Maybe we could spend our summers here, when ODX was busiest. I could help Travis and Marley could write. At my core, I loved ODX and owed Red more than I could ever pay back.
"Things with my family aren't terrible." Outside of my parents and Nora, all my interactions with my siblings had been good. "Things are different now that everyone is growing up."
"That's good to hear."
"But things seem to have gone south with you and Joanne. What's up with that?"
He grunted again and played with the label on his beer bottle.

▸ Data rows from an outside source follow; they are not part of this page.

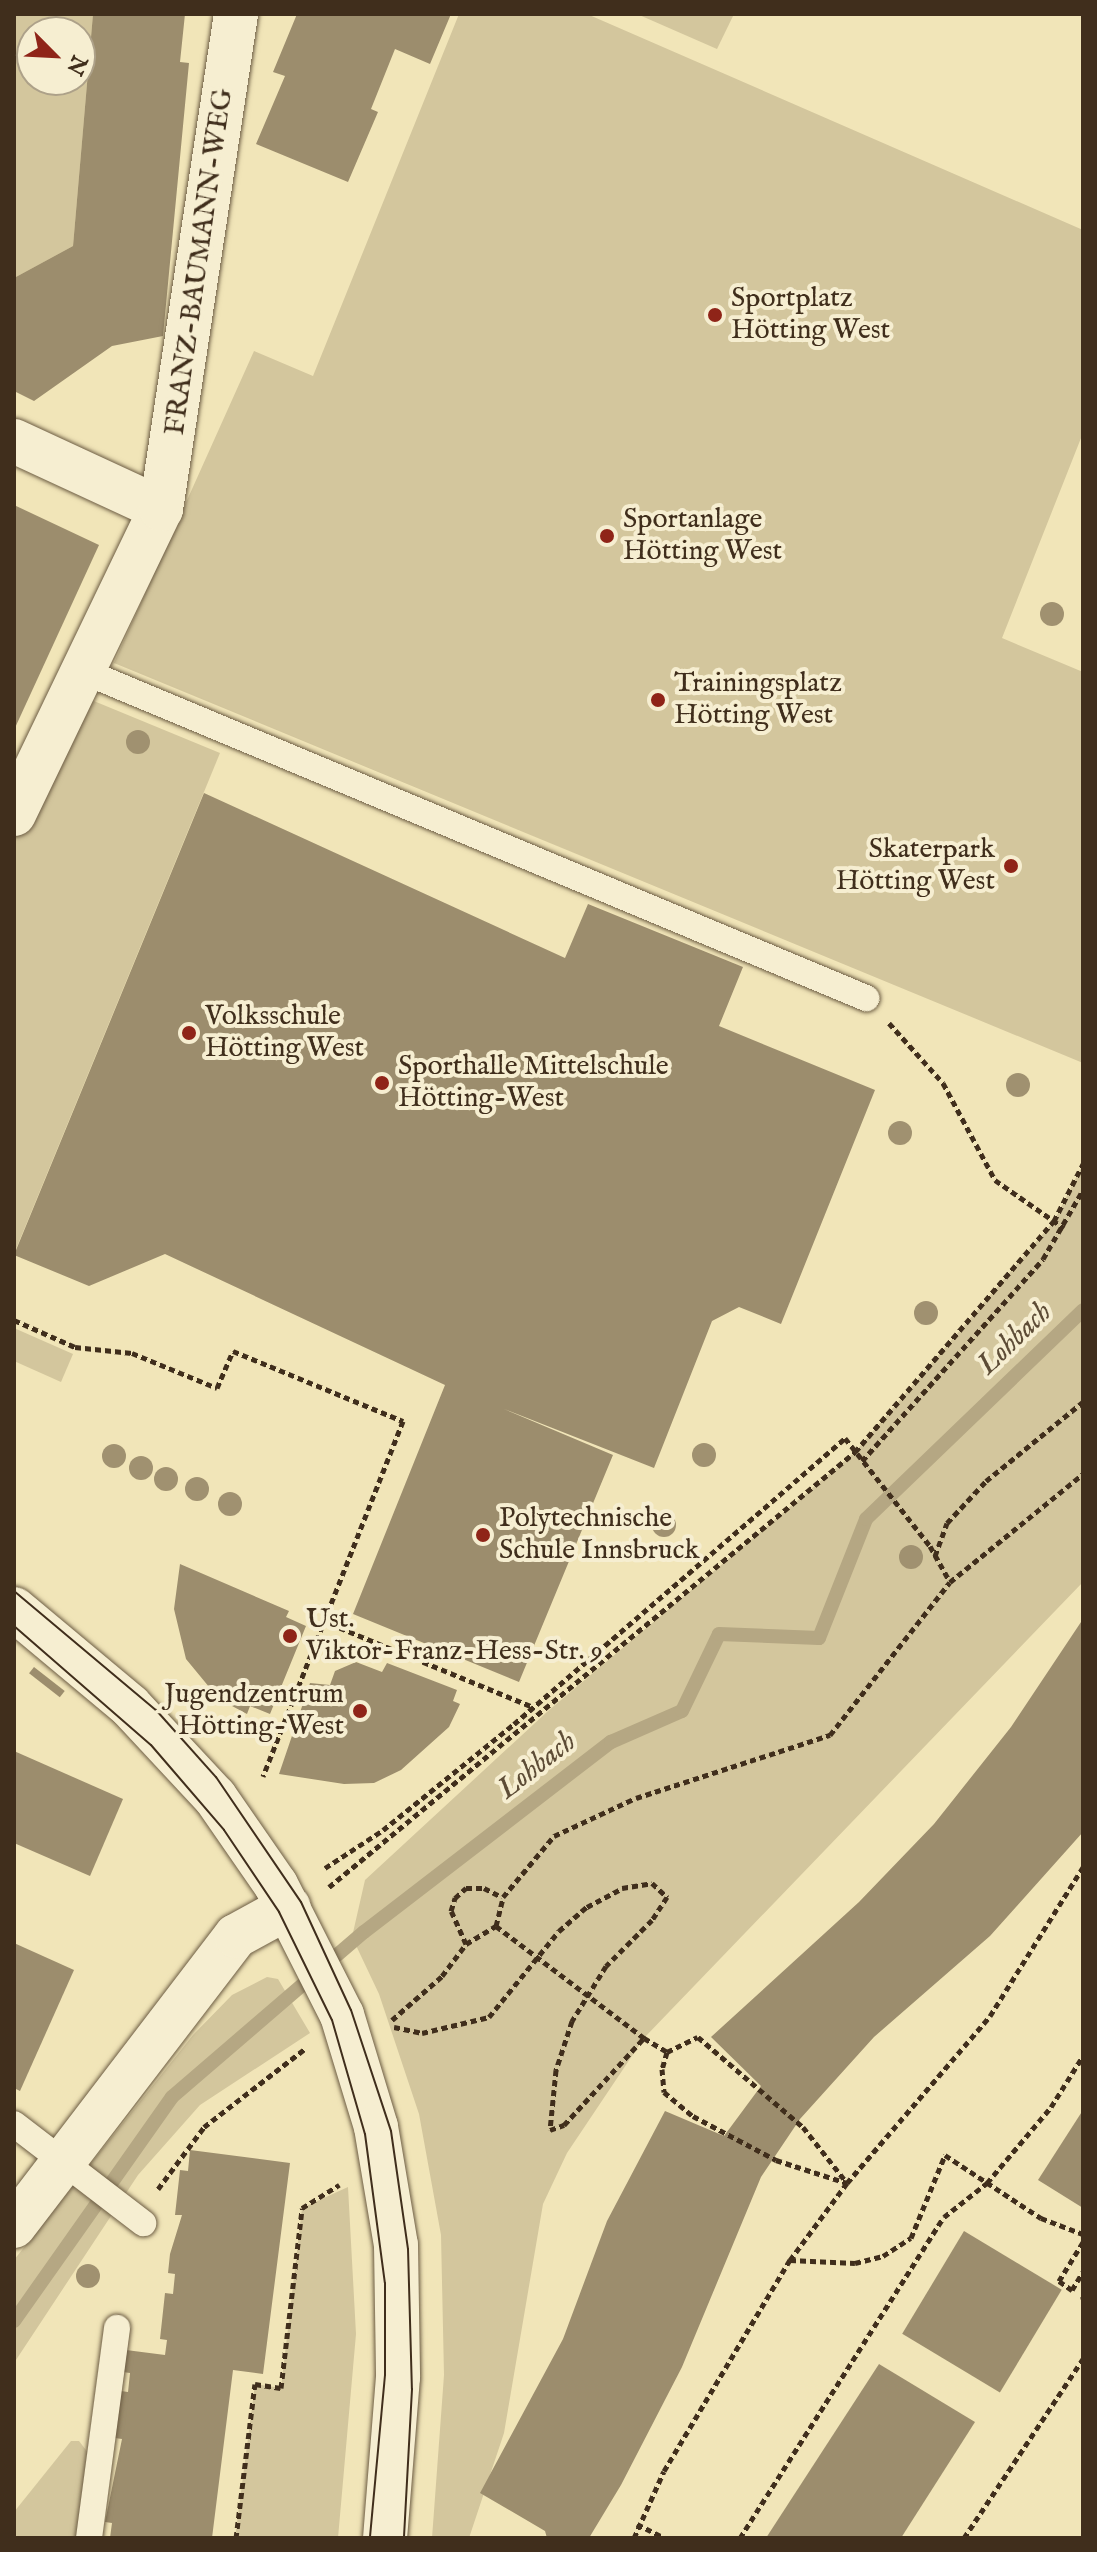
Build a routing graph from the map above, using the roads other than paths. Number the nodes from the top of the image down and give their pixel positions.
1 (236, 14) edge
2 (14, 441) edge
3 (161, 509) junction
4 (83, 671) junction
5 (14, 814) edge
6 (866, 998) road end
7 (14, 1609) edge
8 (289, 1907) junction
9 (14, 2124) edge
10 (75, 2172) junction
11 (140, 2221) road end
12 (14, 2226) edge
13 (117, 2328) dead end
14 (89, 2538) edge
15 (385, 2538) edge

1 - 3 street, FRANZ-BAUMANN-WEG
2 - 3 street
3 - 4 street, FRANZ-BAUMANN-WEG
4 - 5 street, FRANZ-BAUMANN-WEG
4 - 6 lane
7 - 8 street
8 - 10 street
8 - 15 street
9 - 10 lane
10 - 11 lane
10 - 12 street
13 - 14 lane

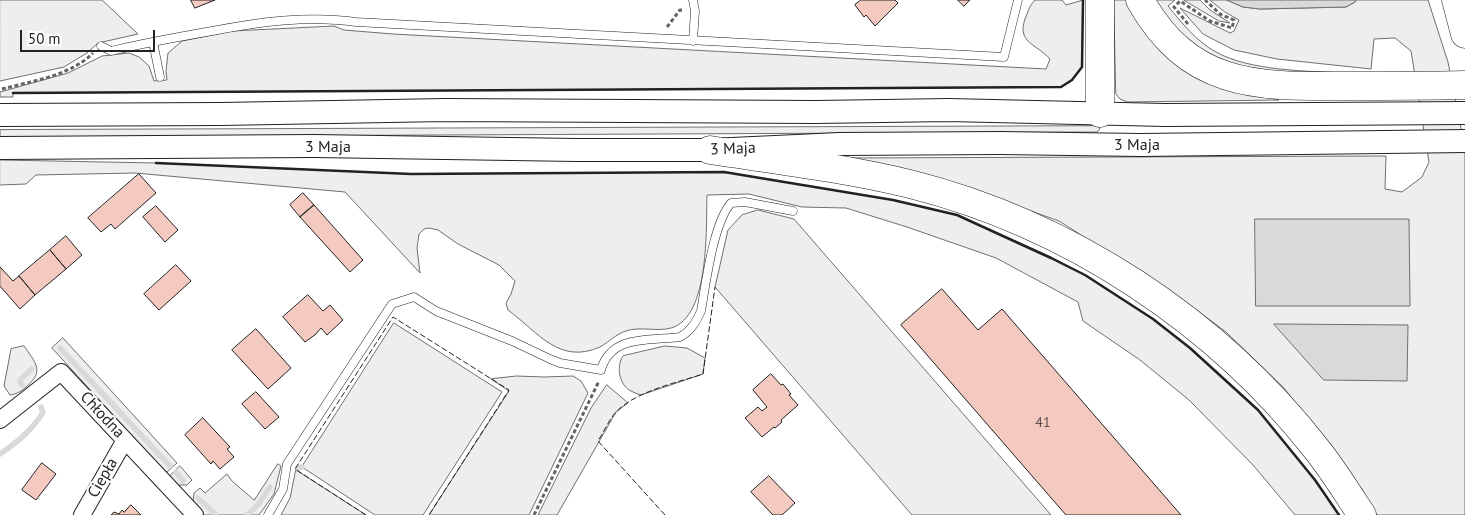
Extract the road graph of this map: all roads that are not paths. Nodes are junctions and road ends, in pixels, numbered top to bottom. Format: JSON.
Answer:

"You and Lucy good?" I had barely seen the third Montgomery sibling since I got back.
"Yeah, we're fine. She's been traveling a lot for work." He shrugged his big shoulders.
The man was a giant and he acted like a brick wall, but he was actually a teddy bear who loved his sisters to death. I took a wild guess. "Joanne seeing someone you don't like?"
Travis glared at me like I had just insulted his mother. "Take your psychic charms elsewhere. They aren't needed here."
"I think they are. You're an ornery ox and we're all sick of it."
His gaze darted through the door to where Scottie and Digger were laughing in the kitchen. "Well shit."
"So, who is it?" My money was on some slick finance guy who wore suits to bed and drove a sports car he knew nothing about except its resale value.
But instead, Travis shocked the hell out of me. "It's fucking Noah Harding."
I blinked a few times because I had to be seeing an illusion. No way in this universe was Noah Harding dating Joanne and Travis let him live to tell the tale.
But it certainly explained why they were at each other's throats.
"She's dating Noah? Noah from high school. The kid who cheated on her, broke her heart, and we drove out of town before you could kill him with your bare hands. That Noah?"
"The one and only. Except...they aren't dating. Not yet. They'retalking." He made air quotes with his fingers. "She ran into him at some Bigfoot festival. They've beentalkingever since."
"I'm confused. Are they actually talking or are you using that as code for fucking?" I was surprised the kid had the balls to move within a hundred miles of Lost Creek.
"Talking. She swears they're just hashing out old shit and healing or whatever, but I don't like it, Huk. I don't like it one bit. Once a cheater, always a cheater."
"He was eighteen." I didn't want to defend the kid, but we all made idiotic choices at that age.